Chapter 4 Harnessing the role of consumers to transform agrifood systems

Conclusions

Dietary shifts are an important lever for addressing the hidden costs of agrifood systems transformation and steering people towards healthier and more sustainable futures. When consumers buy healthier products or goods produced in a more sustainable and socially responsible way, they signal their priorities to food supply chain actors. With enough momentum, agrifood businesses will respond to the best of their ability, by changing their practices to meet consumer needs.

Nonetheless, such dietary shifts are not happening fast enough. Many consumers face economic constraints on their ability to change the make-up of their food basket. Others prefer the status quo of their food consumption patterns or opt to change only a portion of their diets and purchases. Consequently, while there has been a proliferation of food supply chain actors undertaking sustainability and social goals – for example, through environmental, social and governance claims and reporting – the landscape is uneven, leaving consumers to grapple with conflicting and confusing information about their product choices.

Bringing about such dietary shifts to drive agrifood systems transformation, therefore, requires a mix of levers. The combination of several levers allows not only to increase their positive effects, but also to balance their advantages and disadvantages, boosting public support for the intervention.145 Levers can use economic influences, such as taxes, subsidies and social safety nets; others aim to affect behavioural change by increasing food literacy and raising awareness about the multidimensional impacts of available food choices. Moreover, restrictions on marketing, especially of unhealthy foods to children, are important. Consumer organizations and associations play an important role in ensuring consumer rights and education. Institutions can also play a critical role by facilitating a unique food environment, such as schools that provide meals and involve children in hands-on and skills-building activities to do with food, while also channelling their purchases to the broader benefit of society. True cost accounting assessments are a powerful tool to help analyse trade-offs and synergies to design effective interventions.
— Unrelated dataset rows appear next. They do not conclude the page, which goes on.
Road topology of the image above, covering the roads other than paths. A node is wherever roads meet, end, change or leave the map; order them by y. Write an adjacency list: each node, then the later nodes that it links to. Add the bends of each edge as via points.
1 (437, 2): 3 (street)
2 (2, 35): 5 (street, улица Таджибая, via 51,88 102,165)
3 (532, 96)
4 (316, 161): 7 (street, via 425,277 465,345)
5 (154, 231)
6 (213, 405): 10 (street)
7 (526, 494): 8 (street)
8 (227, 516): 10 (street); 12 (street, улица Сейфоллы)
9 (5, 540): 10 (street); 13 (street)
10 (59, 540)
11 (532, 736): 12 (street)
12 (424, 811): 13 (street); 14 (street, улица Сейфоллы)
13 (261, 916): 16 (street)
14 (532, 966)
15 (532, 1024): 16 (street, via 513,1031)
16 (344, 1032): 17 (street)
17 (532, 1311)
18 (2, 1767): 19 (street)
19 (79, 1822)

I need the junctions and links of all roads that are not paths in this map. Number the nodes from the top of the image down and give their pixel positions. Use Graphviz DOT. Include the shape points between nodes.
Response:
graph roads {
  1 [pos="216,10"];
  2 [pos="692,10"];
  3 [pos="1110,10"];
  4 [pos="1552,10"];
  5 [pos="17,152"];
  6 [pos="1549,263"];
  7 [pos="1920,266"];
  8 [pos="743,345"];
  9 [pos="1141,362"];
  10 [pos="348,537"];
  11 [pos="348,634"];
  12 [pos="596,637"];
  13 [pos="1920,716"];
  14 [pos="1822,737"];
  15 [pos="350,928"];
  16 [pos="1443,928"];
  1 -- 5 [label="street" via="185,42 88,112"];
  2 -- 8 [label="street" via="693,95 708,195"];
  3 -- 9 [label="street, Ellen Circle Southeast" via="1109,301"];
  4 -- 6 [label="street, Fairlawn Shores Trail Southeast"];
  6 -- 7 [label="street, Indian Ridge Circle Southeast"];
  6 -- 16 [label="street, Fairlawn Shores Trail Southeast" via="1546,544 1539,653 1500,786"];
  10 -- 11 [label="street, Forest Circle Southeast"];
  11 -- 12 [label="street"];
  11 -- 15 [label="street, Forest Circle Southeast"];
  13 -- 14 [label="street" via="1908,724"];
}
Recalling that every agrifood systems actor – from farmers, agribusiness workers and owners to retailers, financiers and politicians – is also a food consumer, consumers create a hugely influential constituent group with the potential to redirect their power in favour of agrifood systems transformation. Policy interventions to intensify efforts to harness this power need to take a systems approach and combine various levers for greatest effect, while ensuring the right to food.